■ What you should do ■
Could you write out all of the data again, word for word?

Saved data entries

▽

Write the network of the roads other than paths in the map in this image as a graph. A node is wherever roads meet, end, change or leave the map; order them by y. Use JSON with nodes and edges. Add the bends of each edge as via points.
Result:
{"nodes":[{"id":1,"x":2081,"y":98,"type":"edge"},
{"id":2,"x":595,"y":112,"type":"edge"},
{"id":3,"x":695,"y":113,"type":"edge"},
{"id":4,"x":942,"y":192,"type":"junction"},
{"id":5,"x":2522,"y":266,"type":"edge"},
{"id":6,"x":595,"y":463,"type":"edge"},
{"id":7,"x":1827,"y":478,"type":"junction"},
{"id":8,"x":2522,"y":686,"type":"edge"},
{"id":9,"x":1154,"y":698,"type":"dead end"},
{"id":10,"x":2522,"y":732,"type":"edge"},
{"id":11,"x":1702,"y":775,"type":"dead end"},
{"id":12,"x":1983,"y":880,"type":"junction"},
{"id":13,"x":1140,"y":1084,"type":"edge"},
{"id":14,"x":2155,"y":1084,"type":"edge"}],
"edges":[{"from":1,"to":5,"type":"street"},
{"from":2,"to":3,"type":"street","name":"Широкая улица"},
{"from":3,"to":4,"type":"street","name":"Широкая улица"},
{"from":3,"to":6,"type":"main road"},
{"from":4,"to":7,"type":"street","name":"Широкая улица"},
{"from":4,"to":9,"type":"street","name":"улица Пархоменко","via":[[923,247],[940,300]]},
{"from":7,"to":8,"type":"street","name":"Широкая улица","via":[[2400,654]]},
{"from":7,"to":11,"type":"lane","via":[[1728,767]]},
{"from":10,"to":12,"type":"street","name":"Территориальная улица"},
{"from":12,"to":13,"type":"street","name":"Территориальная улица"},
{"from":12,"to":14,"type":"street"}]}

△

■ Result for this exercise ■
Write the network of the roads other than paths in the map in this image as a graph. A node is wherever roads meet, end, change or leave the map; order them by y. Use JSON with nodes and edges. Add the bends of each edge as via points.
Result:
{"nodes":[{"id":1,"x":2081,"y":98,"type":"edge"},
{"id":2,"x":595,"y":112,"type":"edge"},
{"id":3,"x":695,"y":113,"type":"edge"},
{"id":4,"x":942,"y":192,"type":"junction"},
{"id":5,"x":2522,"y":266,"type":"edge"},
{"id":6,"x":595,"y":463,"type":"edge"},
{"id":7,"x":1827,"y":478,"type":"junction"},
{"id":8,"x":2522,"y":686,"type":"edge"},
{"id":9,"x":1154,"y":698,"type":"dead end"},
{"id":10,"x":2522,"y":732,"type":"edge"},
{"id":11,"x":1702,"y":775,"type":"dead end"},
{"id":12,"x":1983,"y":880,"type":"junction"},
{"id":13,"x":1140,"y":1084,"type":"edge"},
{"id":14,"x":2155,"y":1084,"type":"edge"}],
"edges":[{"from":1,"to":5,"type":"street"},
{"from":2,"to":3,"type":"street","name":"Широкая улица"},
{"from":3,"to":4,"type":"street","name":"Широкая улица"},
{"from":3,"to":6,"type":"main road"},
{"from":4,"to":7,"type":"street","name":"Широкая улица"},
{"from":4,"to":9,"type":"street","name":"улица Пархоменко","via":[[923,247],[940,300]]},
{"from":7,"to":8,"type":"street","name":"Широкая улица","via":[[2400,654]]},
{"from":7,"to":11,"type":"lane","via":[[1728,767]]},
{"from":10,"to":12,"type":"street","name":"Территориальная улица"},
{"from":12,"to":13,"type":"street","name":"Территориальная улица"},
{"from":12,"to":14,"type":"street"}]}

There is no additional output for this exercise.